Saved data entries
# # # #

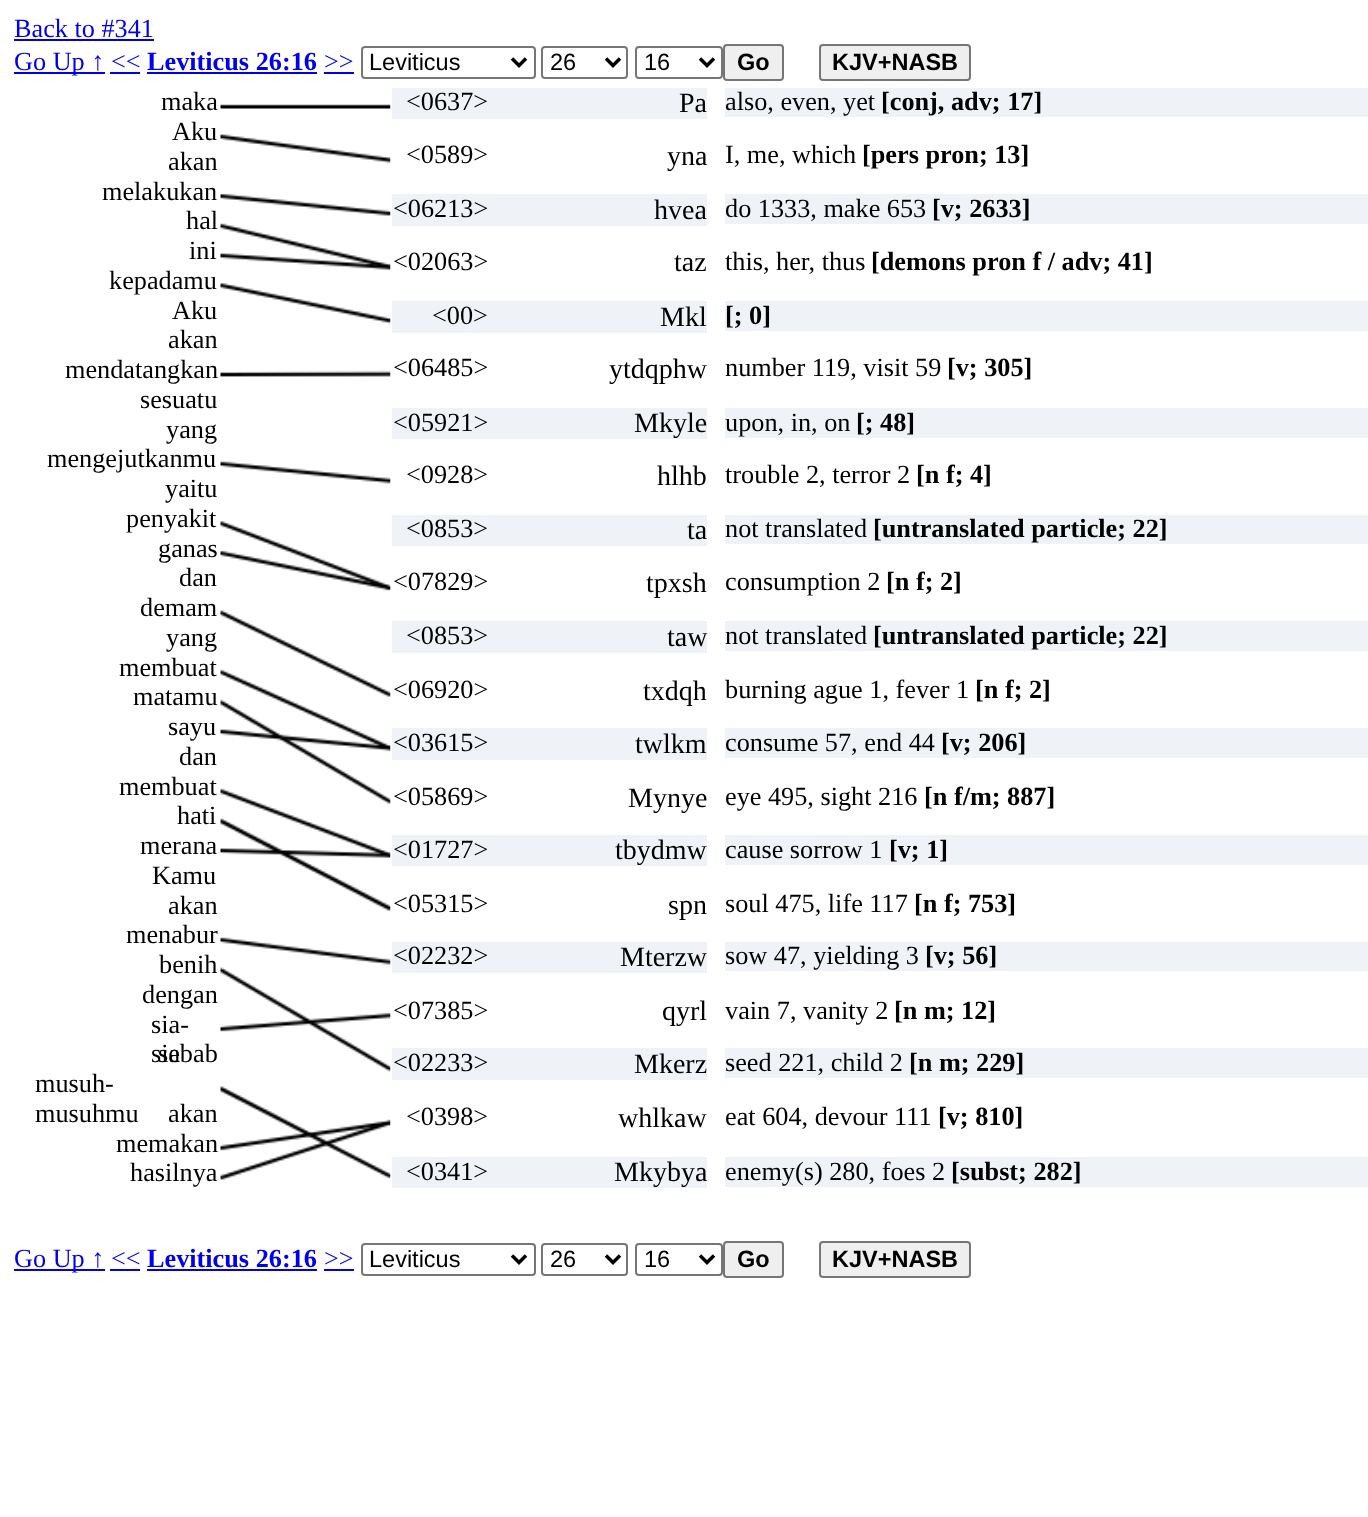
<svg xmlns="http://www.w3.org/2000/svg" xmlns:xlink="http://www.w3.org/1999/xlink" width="1368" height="1517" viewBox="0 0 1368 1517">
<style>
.cls-1{font:26.25px Liberation Serif;fill:#0000ee}
.cls-2{font:bold 26.25px Liberation Serif;fill:#0000ee}
.cls-3{font:23.5px Liberation Sans;fill:#000000}
.cls-4{font:bold 23.5px Liberation Sans;fill:#000000}
.cls-5{font:26.25px Liberation Serif;fill:#000000}
.cls-6{font:28px Liberation Serif;fill:#000000}
.cls-7{font:bold 26.25px Liberation Serif;fill:#000000}
</style>
<rect width="100%" height="100%" fill="#ffffff"/>
<rect fill="#0000ee" x="14" y="39" width="140" height="2"/>
<rect fill="#0000ee" x="14" y="72" width="91" height="2"/>
<rect fill="#0000ee" x="147" y="72" width="170" height="2"/>
<rect fill="#0000ee" x="324" y="72" width="30" height="2"/>
<rect fill="none" stroke="#767676" stroke-width="2" x="362" y="47" width="173" height="31" rx="3"/>
<path fill="none" stroke="#000000" stroke-width="3.5" d="M512 58.5L519 65.5L526 58.5"/>
<rect fill="none" stroke="#767676" stroke-width="2" x="542" y="47" width="85" height="31" rx="3"/>
<path fill="none" stroke="#000000" stroke-width="3.5" d="M606 58.5L613 65.5L620 58.5"/>
<rect fill="none" stroke="#767676" stroke-width="2" x="636" y="47" width="86" height="31" rx="3"/>
<path fill="none" stroke="#000000" stroke-width="3.5" d="M700 58.5L707 65.5L714 58.5"/>
<rect fill="#efefef" stroke="#767676" stroke-width="2" x="724" y="45" width="59" height="35" rx="3"/>
<rect fill="#efefef" stroke="#767676" stroke-width="2" x="820" y="45" width="150" height="35" rx="3"/>
<rect fill="#0000ee" x="110" y="72" width="30" height="2"/>
<image xlink:href="image0.png" x="220" y="104" width="171" height="1076"/>
<rect fill="#eff3f7" x="392" y="88" width="315" height="31"/>
<rect fill="#eff3f7" x="725" y="88" width="643" height="29"/>
<rect fill="#eff3f7" x="392" y="194" width="315" height="32"/>
<rect fill="#eff3f7" x="725" y="194" width="643" height="30"/>
<rect fill="#eff3f7" x="392" y="301" width="315" height="32"/>
<rect fill="#eff3f7" x="725" y="301" width="643" height="30"/>
<rect fill="#eff3f7" x="392" y="408" width="315" height="31"/>
<rect fill="#eff3f7" x="725" y="408" width="643" height="30"/>
<rect fill="#eff3f7" x="392" y="515" width="315" height="31"/>
<rect fill="#eff3f7" x="725" y="515" width="643" height="29"/>
<rect fill="#eff3f7" x="392" y="621" width="315" height="32"/>
<rect fill="#eff3f7" x="725" y="621" width="643" height="30"/>
<rect fill="#eff3f7" x="392" y="728" width="315" height="32"/>
<rect fill="#eff3f7" x="725" y="728" width="643" height="30"/>
<rect fill="#eff3f7" x="392" y="835" width="315" height="31"/>
<rect fill="#eff3f7" x="725" y="835" width="643" height="30"/>
<rect fill="#eff3f7" x="392" y="942" width="315" height="31"/>
<rect fill="#eff3f7" x="725" y="942" width="643" height="29"/>
<rect fill="#eff3f7" x="392" y="1048" width="315" height="32"/>
<rect fill="#eff3f7" x="725" y="1048" width="643" height="30"/>
<rect fill="#eff3f7" x="392" y="1157" width="315" height="31"/>
<rect fill="#eff3f7" x="725" y="1157" width="643" height="30"/>
<rect fill="#0000ee" x="14" y="1269" width="91" height="2"/>
<rect fill="#0000ee" x="147" y="1269" width="170" height="2"/>
<rect fill="#0000ee" x="324" y="1269" width="30" height="2"/>
<rect fill="none" stroke="#767676" stroke-width="2" x="362" y="1244" width="173" height="31" rx="3"/>
<path fill="none" stroke="#000000" stroke-width="3.5" d="M512 1255.5L519 1262.5L526 1255.5"/>
<rect fill="none" stroke="#767676" stroke-width="2" x="542" y="1244" width="85" height="31" rx="3"/>
<path fill="none" stroke="#000000" stroke-width="3.5" d="M606 1255.5L613 1262.5L620 1255.5"/>
<rect fill="none" stroke="#767676" stroke-width="2" x="636" y="1244" width="86" height="31" rx="3"/>
<path fill="none" stroke="#000000" stroke-width="3.5" d="M700 1255.5L707 1262.5L714 1255.5"/>
<rect fill="#efefef" stroke="#767676" stroke-width="2" x="724" y="1242" width="59" height="35" rx="3"/>
<rect fill="#efefef" stroke="#767676" stroke-width="2" x="820" y="1242" width="150" height="35" rx="3"/>
<rect fill="#0000ee" x="110" y="1269" width="30" height="2"/>
<text class="cls-1"><tspan x="14" y="37">Back to #341</tspan><tspan x="14" y="70">Go Up ↑ &lt;&lt;</tspan></text>
<text class="cls-2" x="147" y="70">Leviticus 26:16</text>
<text class="cls-1" x="324" y="70">&gt;&gt;</text>
<text class="cls-3" x="369" y="70">Leviticus</text>
<text class="cls-3" x="550" y="70">26</text>
<text class="cls-3" x="644" y="70">16</text>
<text class="cls-4" x="737" y="70">Go</text>
<text class="cls-4" x="832" y="70">KJV+NASB</text>
<text class="cls-5" x="161" y="110">maka</text>
<text class="cls-5" x="406" y="110">&lt;0637&gt;</text>
<text class="cls-6" x="679" y="112">Pa</text>
<text class="cls-5" x="725" y="110">also, even, yet</text>
<text class="cls-7" x="881" y="110">[conj, adv; 17]</text>
<text class="cls-5" x="172" y="140">Aku</text>
<text class="cls-5" x="168" y="170">akan</text>
<text class="cls-5" x="406" y="163">&lt;0589&gt;</text>
<text class="cls-6" x="667" y="165">yna</text>
<text class="cls-5" x="725" y="163">I, me, which</text>
<text class="cls-7" x="862" y="163">[pers pron; 13]</text>
<text class="cls-5" x="102" y="200">melakukan</text>
<text class="cls-5" x="186" y="229">hal</text>
<text class="cls-5" x="393" y="217">&lt;06213&gt;</text>
<text class="cls-6" x="654" y="219">hvea</text>
<text class="cls-5" x="725" y="217">do 1333, make 653</text>
<text class="cls-7" x="932" y="217">[v; 2633]</text>
<text class="cls-5" x="189" y="259">ini</text>
<text class="cls-5" x="393" y="270">&lt;02063&gt;</text>
<text class="cls-6" x="674" y="271">taz</text>
<text class="cls-5" x="725" y="270">this, her, thus</text>
<text class="cls-7" x="871" y="270">[demons pron f / adv; 41]</text>
<text class="cls-5" x="109" y="289">kepadamu</text>
<text class="cls-5" x="172" y="319">Aku</text>
<text class="cls-5" x="432" y="324">&lt;00&gt;</text>
<text class="cls-6" x="660" y="326">Mkl</text>
<text class="cls-7" x="725" y="324">[; 0]</text>
<text class="cls-5" x="168" y="348">akan</text>
<text class="cls-5" x="65" y="378">mendatangkan</text>
<text class="cls-5" x="393" y="376">&lt;06485&gt;</text>
<text class="cls-6" x="609" y="378">ytdqphw</text>
<text class="cls-5" x="725" y="376">number 119, visit 59</text>
<text class="cls-7" x="947" y="376">[v; 305]</text>
<text class="cls-5" x="140" y="408">sesuatu</text>
<text class="cls-5" x="166" y="438">yang</text>
<text class="cls-5" x="393" y="431">&lt;05921&gt;</text>
<text class="cls-6" x="634" y="432">Mkyle</text>
<text class="cls-5" x="725" y="431">upon, in, on</text>
<text class="cls-7" x="856" y="431">[; 48]</text>
<text class="cls-5" x="47" y="467">mengejutkanmu</text>
<text class="cls-5" x="406" y="483">&lt;0928&gt;</text>
<text class="cls-6" x="657" y="485">hlhb</text>
<text class="cls-5" x="725" y="483">trouble 2, terror 2</text>
<text class="cls-7" x="916" y="483">[n f; 4]</text>
<text class="cls-5" x="165" y="497">yaitu</text>
<text class="cls-5" x="126" y="527">penyakit</text>
<text class="cls-5" x="406" y="537">&lt;0853&gt;</text>
<text class="cls-6" x="687" y="539">ta</text>
<text class="cls-5" x="725" y="537">not translated</text>
<text class="cls-7" x="873" y="537">[untranslated particle; 22]</text>
<text class="cls-5" x="158" y="557">ganas</text>
<text class="cls-5" x="179" y="586">dan</text>
<text class="cls-5" x="393" y="590">&lt;07829&gt;</text>
<text class="cls-6" x="646" y="592">tpxsh</text>
<text class="cls-5" x="725" y="590">consumption 2</text>
<text class="cls-7" x="886" y="590">[n f; 2]</text>
<text class="cls-5" x="140" y="616">demam</text>
<text class="cls-5" x="166" y="646">yang</text>
<text class="cls-5" x="406" y="644">&lt;0853&gt;</text>
<text class="cls-6" x="667" y="646">taw</text>
<text class="cls-5" x="725" y="644">not translated</text>
<text class="cls-7" x="873" y="644">[untranslated particle; 22]</text>
<text class="cls-5" x="119" y="676">membuat</text>
<text class="cls-5" x="133" y="705">matamu</text>
<text class="cls-5" x="393" y="698">&lt;06920&gt;</text>
<text class="cls-6" x="643" y="700">txdqh</text>
<text class="cls-5" x="725" y="698">burning ague 1, fever 1</text>
<text class="cls-7" x="975" y="698">[n f; 2]</text>
<text class="cls-5" x="168" y="735">sayu</text>
<text class="cls-5" x="393" y="751">&lt;03615&gt;</text>
<text class="cls-6" x="635" y="753">twlkm</text>
<text class="cls-5" x="725" y="751">consume 57, end 44</text>
<text class="cls-7" x="941" y="751">[v; 206]</text>
<text class="cls-5" x="179" y="765">dan</text>
<text class="cls-5" x="119" y="795">membuat</text>
<text class="cls-5" x="393" y="805">&lt;05869&gt;</text>
<text class="cls-6" x="628" y="807">Mynye</text>
<text class="cls-5" x="725" y="805">eye 495, sight 216</text>
<text class="cls-7" x="924" y="805">[n f/m; 887]</text>
<text class="cls-5" x="177" y="824">hati</text>
<text class="cls-5" x="140" y="854">merana</text>
<text class="cls-5" x="393" y="858">&lt;01727&gt;</text>
<text class="cls-6" x="615" y="859">tbydmw</text>
<text class="cls-5" x="725" y="858">cause sorrow 1</text>
<text class="cls-7" x="889" y="858">[v; 1]</text>
<text class="cls-5" x="152" y="884">Kamu</text>
<text class="cls-5" x="168" y="914">akan</text>
<text class="cls-5" x="393" y="912">&lt;05315&gt;</text>
<text class="cls-6" x="668" y="914">spn</text>
<text class="cls-5" x="725" y="912">soul 475, life 117</text>
<text class="cls-7" x="914" y="912">[n f; 753]</text>
<text class="cls-5" x="126" y="943">menabur</text>
<text class="cls-5" x="159" y="973">benih</text>
<text class="cls-5" x="393" y="964">&lt;02232&gt;</text>
<text class="cls-6" x="620" y="966">Mterzw</text>
<text class="cls-5" x="725" y="964">sow 47, yielding 3</text>
<text class="cls-7" x="925" y="964">[v; 56]</text>
<text class="cls-5" x="142" y="1003">dengan</text>
<text class="cls-5" x="393" y="1019">&lt;07385&gt;</text>
<text class="cls-6" x="662" y="1020">qyrl</text>
<text class="cls-5" x="725" y="1019">vain 7, vanity 2</text>
<text class="cls-7" x="894" y="1019">[n m; 12]</text>
<text class="cls-5"><tspan x="151" y="1033">sia-</tspan><tspan x="151" y="1062">sia</tspan></text>
<text class="cls-5" x="158" y="1062">sebab</text>
<text class="cls-5" x="393" y="1071">&lt;02233&gt;</text>
<text class="cls-6" x="634" y="1073">Mkerz</text>
<text class="cls-5" x="725" y="1071">seed 221, child 2</text>
<text class="cls-7" x="909" y="1071">[n m; 229]</text>
<text class="cls-5"><tspan x="35" y="1092">musuh-</tspan><tspan x="35" y="1122">musuhmu</tspan></text>
<text class="cls-5" x="168" y="1122">akan</text>
<text class="cls-5" x="406" y="1125">&lt;0398&gt;</text>
<text class="cls-6" x="618" y="1127">whlkaw</text>
<text class="cls-5" x="725" y="1125">eat 604, devour 111</text>
<text class="cls-7" x="938" y="1125">[v; 810]</text>
<text class="cls-5" x="116" y="1152">memakan</text>
<text class="cls-5" x="130" y="1181">hasilnya</text>
<text class="cls-5" x="406" y="1180">&lt;0341&gt;</text>
<text class="cls-6" x="614" y="1181">Mkybya</text>
<text class="cls-5" x="725" y="1180">enemy(s) 280, foes 2</text>
<text class="cls-7" x="951" y="1180">[subst; 282]</text>
<text class="cls-1" x="14" y="1267">Go Up ↑ &lt;&lt;</text>
<text class="cls-2" x="147" y="1267">Leviticus 26:16</text>
<text class="cls-1" x="324" y="1267">&gt;&gt;</text>
<text class="cls-3" x="369" y="1267">Leviticus</text>
<text class="cls-3" x="550" y="1267">26</text>
<text class="cls-3" x="644" y="1267">16</text>
<text class="cls-4" x="737" y="1267">Go</text>
<text class="cls-4" x="832" y="1267">KJV+NASB</text>
</svg>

# # # #

=== Assignment ===
From the records, determine the number of lines holding the word "particle", and state that number only.

=== Solved exercise ===
2